### Task goal:
In the entries, find all lines that hold the word "BARDON" and copy them.

##### Dataset extract #####

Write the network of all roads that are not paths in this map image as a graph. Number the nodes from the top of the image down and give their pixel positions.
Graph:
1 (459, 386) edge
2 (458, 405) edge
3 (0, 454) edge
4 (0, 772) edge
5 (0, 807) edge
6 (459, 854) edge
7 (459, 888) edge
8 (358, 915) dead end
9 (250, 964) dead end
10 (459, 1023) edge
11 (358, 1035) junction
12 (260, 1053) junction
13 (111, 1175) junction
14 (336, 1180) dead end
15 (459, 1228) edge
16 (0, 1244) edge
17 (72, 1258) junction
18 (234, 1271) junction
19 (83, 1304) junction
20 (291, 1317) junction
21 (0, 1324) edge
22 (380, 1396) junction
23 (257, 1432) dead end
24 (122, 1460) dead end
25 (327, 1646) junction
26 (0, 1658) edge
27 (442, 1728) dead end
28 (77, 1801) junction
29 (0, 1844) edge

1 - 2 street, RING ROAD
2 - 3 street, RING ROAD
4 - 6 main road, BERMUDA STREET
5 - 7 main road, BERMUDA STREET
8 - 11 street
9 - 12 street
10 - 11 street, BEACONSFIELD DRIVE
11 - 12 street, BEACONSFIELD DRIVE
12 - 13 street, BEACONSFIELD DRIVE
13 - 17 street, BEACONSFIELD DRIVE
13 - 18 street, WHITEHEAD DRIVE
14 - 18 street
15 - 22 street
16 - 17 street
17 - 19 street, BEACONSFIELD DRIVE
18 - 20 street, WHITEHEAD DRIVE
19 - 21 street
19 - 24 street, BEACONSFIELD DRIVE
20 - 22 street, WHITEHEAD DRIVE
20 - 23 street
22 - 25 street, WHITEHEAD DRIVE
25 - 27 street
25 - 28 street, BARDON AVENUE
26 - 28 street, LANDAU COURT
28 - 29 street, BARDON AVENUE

#####
##### Dataset extract #####

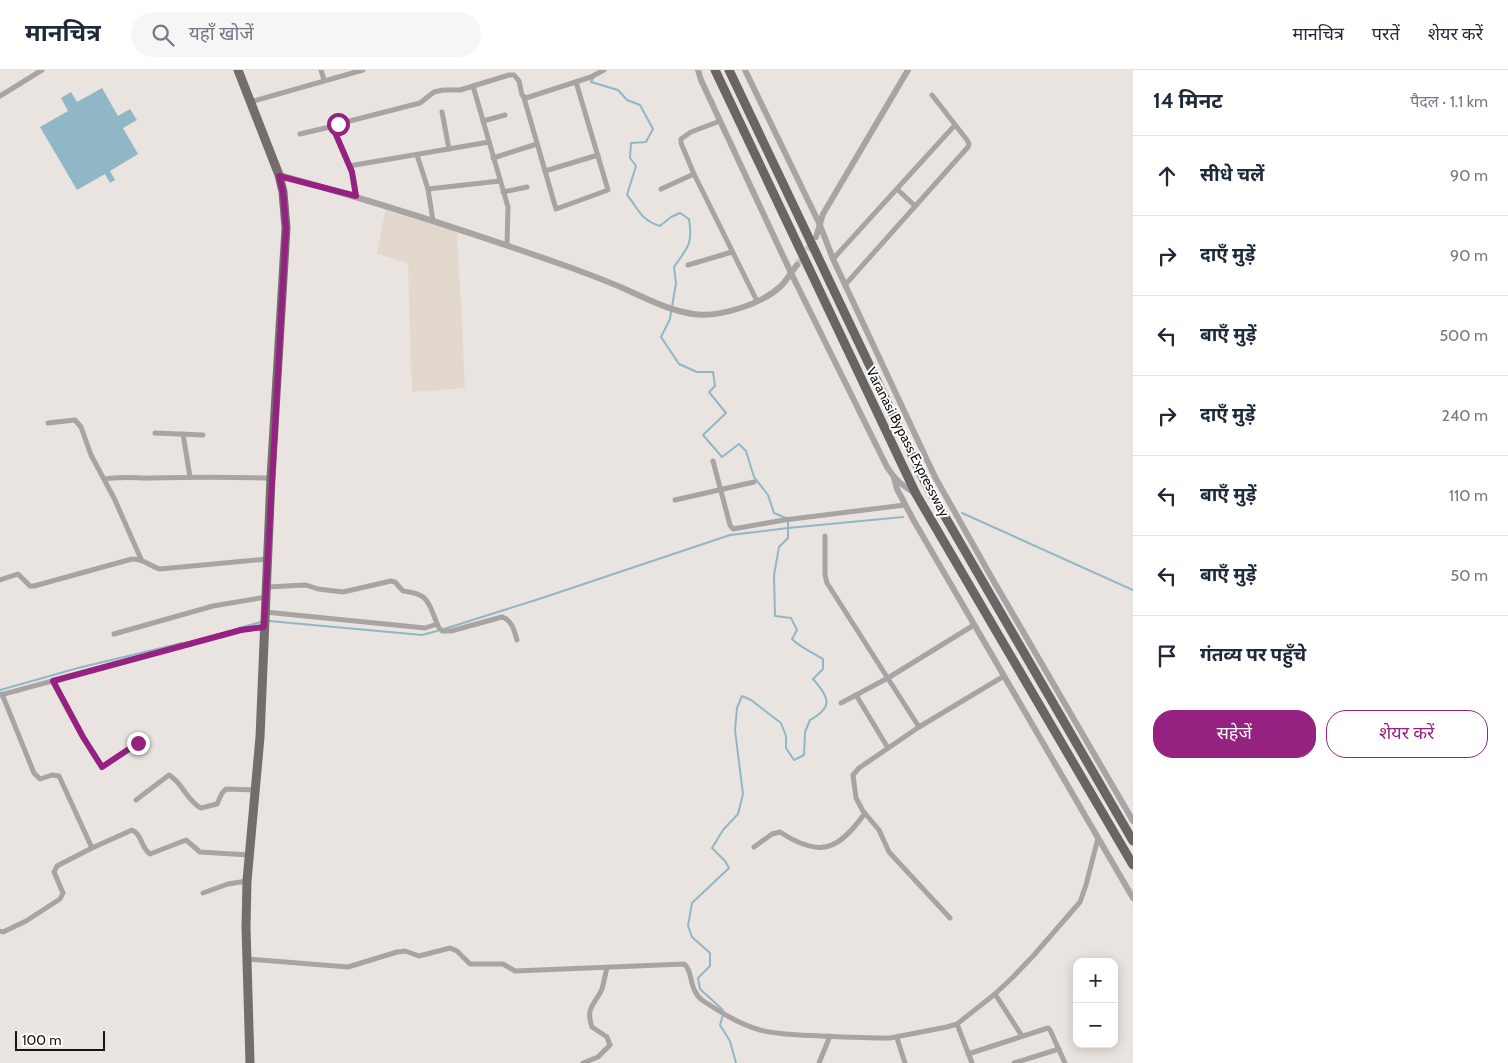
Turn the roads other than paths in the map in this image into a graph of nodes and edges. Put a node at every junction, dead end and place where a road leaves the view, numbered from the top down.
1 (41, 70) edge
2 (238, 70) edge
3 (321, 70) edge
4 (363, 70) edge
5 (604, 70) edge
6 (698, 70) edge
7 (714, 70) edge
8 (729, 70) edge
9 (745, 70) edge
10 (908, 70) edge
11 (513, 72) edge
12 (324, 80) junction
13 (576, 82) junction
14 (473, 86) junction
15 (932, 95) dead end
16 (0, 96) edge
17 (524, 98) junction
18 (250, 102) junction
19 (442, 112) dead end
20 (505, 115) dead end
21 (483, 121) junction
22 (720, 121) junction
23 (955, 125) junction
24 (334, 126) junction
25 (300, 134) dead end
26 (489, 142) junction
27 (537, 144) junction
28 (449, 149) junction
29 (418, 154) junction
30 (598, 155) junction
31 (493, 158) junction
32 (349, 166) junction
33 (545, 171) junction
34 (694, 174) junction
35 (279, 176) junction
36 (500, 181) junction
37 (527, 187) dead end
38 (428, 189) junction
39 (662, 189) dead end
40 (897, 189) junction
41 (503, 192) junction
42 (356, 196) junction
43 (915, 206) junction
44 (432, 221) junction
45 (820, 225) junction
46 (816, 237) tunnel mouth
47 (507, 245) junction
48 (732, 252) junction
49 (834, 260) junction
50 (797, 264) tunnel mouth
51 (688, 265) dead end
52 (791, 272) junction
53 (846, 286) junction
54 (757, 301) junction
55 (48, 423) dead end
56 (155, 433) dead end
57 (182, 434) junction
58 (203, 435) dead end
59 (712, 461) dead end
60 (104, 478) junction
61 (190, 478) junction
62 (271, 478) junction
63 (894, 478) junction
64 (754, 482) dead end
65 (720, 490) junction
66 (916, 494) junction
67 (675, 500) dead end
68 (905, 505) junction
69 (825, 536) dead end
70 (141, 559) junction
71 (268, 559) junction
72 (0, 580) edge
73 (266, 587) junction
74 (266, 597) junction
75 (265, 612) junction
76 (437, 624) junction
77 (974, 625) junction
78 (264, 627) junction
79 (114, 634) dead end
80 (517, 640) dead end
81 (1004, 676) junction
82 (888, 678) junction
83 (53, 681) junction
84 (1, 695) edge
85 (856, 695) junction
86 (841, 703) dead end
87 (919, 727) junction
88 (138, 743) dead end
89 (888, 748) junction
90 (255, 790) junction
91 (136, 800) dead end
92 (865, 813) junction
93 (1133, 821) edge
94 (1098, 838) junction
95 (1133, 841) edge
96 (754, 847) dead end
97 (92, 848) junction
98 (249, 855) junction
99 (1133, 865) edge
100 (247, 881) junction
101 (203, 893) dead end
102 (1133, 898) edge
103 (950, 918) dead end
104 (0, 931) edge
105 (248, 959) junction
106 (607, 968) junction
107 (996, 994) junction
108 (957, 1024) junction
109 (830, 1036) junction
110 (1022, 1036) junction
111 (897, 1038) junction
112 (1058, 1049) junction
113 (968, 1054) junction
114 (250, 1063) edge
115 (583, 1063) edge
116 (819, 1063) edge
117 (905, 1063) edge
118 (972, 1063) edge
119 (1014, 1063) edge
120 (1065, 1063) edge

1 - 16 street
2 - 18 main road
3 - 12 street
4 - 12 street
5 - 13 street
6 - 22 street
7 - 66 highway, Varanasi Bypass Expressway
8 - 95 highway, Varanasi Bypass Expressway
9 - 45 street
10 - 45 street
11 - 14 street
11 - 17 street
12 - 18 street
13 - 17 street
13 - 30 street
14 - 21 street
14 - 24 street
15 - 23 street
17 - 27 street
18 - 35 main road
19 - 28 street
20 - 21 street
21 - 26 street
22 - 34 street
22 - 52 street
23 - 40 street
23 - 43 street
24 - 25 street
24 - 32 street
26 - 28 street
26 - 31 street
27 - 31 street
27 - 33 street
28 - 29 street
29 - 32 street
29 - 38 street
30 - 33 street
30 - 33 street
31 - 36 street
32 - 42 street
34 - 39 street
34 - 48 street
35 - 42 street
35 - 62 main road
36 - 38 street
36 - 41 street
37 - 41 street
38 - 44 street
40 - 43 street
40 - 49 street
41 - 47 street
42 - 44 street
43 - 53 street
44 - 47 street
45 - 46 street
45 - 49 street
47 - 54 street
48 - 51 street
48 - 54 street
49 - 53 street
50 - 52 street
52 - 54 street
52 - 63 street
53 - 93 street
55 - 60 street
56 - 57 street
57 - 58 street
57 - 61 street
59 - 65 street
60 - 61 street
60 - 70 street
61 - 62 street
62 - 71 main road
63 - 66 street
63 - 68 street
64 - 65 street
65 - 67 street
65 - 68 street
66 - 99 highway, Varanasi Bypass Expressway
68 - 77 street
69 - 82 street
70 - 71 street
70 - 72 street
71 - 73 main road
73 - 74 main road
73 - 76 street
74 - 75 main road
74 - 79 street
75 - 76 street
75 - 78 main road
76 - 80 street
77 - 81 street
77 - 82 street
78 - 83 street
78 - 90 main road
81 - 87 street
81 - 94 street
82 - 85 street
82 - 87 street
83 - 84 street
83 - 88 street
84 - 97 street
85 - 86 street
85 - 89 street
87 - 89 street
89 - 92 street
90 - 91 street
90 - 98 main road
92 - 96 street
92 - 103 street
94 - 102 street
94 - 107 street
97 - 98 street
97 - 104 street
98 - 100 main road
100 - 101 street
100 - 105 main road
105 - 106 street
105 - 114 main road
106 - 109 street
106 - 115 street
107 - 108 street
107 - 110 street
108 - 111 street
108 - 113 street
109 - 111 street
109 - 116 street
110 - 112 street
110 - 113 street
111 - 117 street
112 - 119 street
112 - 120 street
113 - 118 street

#####

### Result of this exercise:
25 - 28 street, BARDON AVENUE
28 - 29 street, BARDON AVENUE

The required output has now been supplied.